I pull back and ask about the Milliken's TFSA accounts. They begin an excavation in the filing cabinet; he hovers over her as she offers file after file. He rejects each one and then tosses them aside, without a glance at where the papers land. A number of folders vomit their contents. Then he slips, swears and kicks at the papers. There is nothing but disorder now.

She cringes. I keep a professional appearance. I could ask him to remove himself from the room as we have been coached to do. I could announce my departure and a return day appointment. Is he clever enough to manufacture the documents that are lost in the interlude? I think not. Is he going to explode the moment I depart? He's got the ugly look of a man who needs to transfer his frustrations onto someone else. Is he a hitter, or does he let his words deliver abuse and misery in her life? I believe a little more pressure might put him over the edge. I could protect her, if I just let it go, but she needs to see the truth. I hold my phone to my face. He's not stupid. He knows that I can call for assistance—the police, if need be—but in fact I'm going to speak to head office, and book an in-office appointment.

Next Thursday at 1:00. I write the date on my business card. I take out a red pen and star the items that they are to bring. Details of capital gains and losses realized in the last five years, all their expenses and income for which no T slips have been issued. This is about that twenty-five thousand dollars I tell them, in case there is any confusion.

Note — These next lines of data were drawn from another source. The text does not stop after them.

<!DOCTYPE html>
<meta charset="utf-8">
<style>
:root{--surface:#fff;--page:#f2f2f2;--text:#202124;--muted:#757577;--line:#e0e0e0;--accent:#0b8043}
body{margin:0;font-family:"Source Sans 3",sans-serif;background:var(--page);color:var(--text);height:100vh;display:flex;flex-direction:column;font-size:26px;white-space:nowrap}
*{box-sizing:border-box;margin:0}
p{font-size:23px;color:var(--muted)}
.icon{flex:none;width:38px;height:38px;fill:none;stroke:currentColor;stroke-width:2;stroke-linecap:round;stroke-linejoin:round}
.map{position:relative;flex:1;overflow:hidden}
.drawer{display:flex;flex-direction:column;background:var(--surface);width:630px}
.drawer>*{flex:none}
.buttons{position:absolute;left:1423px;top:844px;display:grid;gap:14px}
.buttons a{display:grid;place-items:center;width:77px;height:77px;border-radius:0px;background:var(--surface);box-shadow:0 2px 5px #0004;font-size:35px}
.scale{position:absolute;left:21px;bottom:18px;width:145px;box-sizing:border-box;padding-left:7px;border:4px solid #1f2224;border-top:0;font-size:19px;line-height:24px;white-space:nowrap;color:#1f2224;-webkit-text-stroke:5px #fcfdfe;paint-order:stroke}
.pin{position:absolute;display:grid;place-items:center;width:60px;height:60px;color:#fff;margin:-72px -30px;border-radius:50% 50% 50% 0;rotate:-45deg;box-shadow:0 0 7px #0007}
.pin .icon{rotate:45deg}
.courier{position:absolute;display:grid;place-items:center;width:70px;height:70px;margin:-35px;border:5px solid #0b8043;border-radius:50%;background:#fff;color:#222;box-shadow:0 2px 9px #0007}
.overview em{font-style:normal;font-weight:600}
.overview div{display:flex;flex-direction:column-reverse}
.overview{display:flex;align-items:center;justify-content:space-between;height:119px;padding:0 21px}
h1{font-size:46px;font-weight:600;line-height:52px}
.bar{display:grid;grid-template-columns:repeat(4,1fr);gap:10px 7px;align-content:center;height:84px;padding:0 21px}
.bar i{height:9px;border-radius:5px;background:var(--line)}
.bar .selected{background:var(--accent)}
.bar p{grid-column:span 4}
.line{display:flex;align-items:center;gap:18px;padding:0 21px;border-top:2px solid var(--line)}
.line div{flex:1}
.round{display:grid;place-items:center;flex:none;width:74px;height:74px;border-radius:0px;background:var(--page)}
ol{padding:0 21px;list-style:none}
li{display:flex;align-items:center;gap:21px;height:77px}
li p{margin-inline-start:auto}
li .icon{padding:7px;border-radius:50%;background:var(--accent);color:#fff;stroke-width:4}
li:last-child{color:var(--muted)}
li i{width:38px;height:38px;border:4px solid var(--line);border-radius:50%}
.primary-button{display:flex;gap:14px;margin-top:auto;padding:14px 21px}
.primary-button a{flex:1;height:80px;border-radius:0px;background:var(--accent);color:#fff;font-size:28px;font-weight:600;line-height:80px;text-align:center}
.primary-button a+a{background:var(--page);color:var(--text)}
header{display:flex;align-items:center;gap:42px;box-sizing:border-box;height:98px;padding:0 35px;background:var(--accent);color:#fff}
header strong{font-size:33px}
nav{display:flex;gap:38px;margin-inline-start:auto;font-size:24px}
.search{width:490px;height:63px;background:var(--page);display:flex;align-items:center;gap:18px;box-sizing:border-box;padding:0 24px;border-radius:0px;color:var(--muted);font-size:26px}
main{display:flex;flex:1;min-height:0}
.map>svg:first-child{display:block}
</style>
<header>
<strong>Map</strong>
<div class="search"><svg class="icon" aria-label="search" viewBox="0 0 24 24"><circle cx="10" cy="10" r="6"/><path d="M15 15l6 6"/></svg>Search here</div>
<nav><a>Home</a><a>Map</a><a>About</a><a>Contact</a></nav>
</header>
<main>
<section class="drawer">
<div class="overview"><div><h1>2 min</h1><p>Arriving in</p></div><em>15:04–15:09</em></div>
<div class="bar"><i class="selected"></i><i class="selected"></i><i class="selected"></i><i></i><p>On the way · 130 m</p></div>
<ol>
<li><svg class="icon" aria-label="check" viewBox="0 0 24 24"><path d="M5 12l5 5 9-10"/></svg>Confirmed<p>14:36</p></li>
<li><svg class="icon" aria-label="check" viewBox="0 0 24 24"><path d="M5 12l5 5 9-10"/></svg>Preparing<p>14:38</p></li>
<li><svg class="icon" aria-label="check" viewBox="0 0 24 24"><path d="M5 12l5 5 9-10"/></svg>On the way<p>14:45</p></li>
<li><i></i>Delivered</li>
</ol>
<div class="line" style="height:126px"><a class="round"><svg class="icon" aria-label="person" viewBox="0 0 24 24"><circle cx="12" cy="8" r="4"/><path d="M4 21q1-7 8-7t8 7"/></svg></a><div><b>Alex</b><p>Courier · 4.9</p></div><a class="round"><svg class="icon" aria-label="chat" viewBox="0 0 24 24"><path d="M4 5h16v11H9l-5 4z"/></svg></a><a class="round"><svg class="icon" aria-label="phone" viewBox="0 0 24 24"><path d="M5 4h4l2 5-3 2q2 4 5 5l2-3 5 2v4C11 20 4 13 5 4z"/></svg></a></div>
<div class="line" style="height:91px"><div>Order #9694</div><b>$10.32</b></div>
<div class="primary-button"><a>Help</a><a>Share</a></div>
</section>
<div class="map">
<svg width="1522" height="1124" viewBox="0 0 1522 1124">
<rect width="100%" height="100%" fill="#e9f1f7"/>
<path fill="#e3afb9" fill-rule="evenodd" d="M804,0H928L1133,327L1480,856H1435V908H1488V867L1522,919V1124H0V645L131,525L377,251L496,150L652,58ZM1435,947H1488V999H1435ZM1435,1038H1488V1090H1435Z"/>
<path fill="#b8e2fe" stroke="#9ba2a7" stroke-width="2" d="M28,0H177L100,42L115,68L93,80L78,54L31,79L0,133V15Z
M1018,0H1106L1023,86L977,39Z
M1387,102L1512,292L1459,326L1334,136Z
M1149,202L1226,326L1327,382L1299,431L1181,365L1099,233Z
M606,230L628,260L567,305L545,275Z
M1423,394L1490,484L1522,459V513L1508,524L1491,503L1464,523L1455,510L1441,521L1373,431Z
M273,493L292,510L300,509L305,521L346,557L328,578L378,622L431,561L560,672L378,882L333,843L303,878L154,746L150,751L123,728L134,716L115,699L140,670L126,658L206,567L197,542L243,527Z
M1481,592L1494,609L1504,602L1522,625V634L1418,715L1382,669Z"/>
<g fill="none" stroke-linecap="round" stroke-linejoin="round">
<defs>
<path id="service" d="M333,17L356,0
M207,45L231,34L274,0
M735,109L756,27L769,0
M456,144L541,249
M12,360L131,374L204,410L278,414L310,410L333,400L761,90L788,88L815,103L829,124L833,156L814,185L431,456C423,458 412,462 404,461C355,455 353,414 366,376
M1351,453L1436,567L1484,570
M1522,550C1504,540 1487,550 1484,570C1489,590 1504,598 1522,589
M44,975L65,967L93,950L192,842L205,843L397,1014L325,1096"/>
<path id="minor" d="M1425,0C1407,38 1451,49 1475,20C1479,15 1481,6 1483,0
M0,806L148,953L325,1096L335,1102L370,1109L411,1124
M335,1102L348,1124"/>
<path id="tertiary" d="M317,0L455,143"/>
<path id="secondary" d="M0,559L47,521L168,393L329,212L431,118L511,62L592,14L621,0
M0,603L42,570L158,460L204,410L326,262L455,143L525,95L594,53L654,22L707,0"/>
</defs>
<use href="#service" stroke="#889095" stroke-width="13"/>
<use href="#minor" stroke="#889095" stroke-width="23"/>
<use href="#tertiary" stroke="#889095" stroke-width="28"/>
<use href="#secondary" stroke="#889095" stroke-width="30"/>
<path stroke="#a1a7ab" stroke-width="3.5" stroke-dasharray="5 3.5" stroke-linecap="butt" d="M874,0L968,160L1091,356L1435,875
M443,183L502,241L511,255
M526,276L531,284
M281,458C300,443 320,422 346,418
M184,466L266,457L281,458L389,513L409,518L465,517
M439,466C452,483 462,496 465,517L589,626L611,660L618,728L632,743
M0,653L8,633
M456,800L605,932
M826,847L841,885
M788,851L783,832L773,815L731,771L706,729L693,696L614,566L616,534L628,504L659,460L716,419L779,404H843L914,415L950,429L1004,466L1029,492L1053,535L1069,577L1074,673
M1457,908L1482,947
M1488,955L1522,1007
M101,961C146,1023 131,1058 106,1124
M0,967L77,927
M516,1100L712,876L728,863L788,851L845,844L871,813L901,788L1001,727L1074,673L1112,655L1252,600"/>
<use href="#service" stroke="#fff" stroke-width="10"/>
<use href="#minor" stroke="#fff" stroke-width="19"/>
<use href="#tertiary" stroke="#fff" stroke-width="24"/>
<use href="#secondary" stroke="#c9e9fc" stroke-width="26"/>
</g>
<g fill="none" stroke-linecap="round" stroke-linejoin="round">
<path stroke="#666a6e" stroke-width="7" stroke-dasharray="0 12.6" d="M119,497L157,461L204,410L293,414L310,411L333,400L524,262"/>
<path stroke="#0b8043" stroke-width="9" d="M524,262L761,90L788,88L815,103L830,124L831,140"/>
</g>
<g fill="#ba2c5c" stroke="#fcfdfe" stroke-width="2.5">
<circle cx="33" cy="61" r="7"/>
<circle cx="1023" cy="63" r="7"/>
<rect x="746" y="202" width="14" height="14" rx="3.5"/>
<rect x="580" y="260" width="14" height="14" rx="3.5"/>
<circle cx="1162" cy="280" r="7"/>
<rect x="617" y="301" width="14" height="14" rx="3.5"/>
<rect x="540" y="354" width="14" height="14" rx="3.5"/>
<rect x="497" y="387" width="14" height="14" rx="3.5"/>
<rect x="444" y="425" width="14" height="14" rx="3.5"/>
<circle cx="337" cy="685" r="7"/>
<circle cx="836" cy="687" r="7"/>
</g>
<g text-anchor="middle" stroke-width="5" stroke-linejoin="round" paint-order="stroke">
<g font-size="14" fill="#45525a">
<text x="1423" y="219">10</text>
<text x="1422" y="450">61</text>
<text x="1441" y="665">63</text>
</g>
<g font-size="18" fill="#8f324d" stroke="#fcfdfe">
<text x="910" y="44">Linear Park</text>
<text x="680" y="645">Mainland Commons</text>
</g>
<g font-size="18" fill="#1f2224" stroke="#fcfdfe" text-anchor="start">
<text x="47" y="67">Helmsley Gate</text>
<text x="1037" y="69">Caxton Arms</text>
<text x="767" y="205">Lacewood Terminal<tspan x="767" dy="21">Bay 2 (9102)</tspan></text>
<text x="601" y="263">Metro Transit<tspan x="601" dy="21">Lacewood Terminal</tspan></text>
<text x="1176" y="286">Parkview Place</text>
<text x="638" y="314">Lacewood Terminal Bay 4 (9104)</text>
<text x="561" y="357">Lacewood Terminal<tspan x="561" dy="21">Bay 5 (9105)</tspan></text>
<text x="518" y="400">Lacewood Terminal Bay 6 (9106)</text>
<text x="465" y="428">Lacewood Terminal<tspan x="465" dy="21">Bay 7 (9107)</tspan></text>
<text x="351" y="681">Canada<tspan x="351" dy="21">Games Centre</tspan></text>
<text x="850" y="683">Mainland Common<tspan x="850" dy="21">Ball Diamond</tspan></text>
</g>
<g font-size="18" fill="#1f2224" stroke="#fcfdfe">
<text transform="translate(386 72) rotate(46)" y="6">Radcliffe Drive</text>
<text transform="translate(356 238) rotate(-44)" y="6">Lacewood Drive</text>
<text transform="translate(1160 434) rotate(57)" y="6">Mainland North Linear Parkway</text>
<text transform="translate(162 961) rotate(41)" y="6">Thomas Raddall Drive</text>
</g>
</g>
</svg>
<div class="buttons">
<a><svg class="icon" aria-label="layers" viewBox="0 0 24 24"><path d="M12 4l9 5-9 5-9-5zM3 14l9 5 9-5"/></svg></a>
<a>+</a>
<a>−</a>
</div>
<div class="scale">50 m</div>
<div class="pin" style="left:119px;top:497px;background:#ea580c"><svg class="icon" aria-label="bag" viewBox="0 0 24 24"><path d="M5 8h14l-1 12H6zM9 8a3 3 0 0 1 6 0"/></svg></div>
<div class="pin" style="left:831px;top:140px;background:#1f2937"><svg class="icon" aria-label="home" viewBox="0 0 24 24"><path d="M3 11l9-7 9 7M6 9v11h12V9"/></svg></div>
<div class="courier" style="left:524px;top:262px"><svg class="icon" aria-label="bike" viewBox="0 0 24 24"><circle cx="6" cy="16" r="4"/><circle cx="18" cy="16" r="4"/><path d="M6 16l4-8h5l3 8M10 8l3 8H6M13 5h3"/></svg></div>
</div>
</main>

His confession is carried on a sprayed spittle of disgust. He says that he can tell me how he got that money. It's not taxable. And it's not something that he can be jailed for. It's from his mother's account. She's looked after in the home, she wants for nothing. She meant for him to have it. So he took it. He needs it now, not ten years from now when she dies. It's not a freaking fortune anyway. This is what he says.

His face is defiant and hateful and full of blame. I can read his thoughts. He thinks that I should have left well enough alone. I don't back down from his glare. My expression is steady and while I'm supposed to hide my contempt, I allow a certain amount of it into my gaze. His head lowers and his gaze sinks to the floor. I don't know what cock and bull story he told his wife, but I see the light forming in her eyes. Did he sweet talk or bully his way into getting power of attorney?

Milliken is right about his legal stance; much will depend on whether there are siblings to bring charges. Or if the old mother has anyone strong enough to put this to rights. But it's enough for me to call for a full extensive audit and bring in our legal department.

I do feel very good about today. My work is nothing to be ashamed of despite my husband's opinion. Society is hinged on checks and measures and retribution. Taxes are for paying, and audits are good for the soul. How else can you expose the irreconcilable and know where to divide? In the final column it must balance out.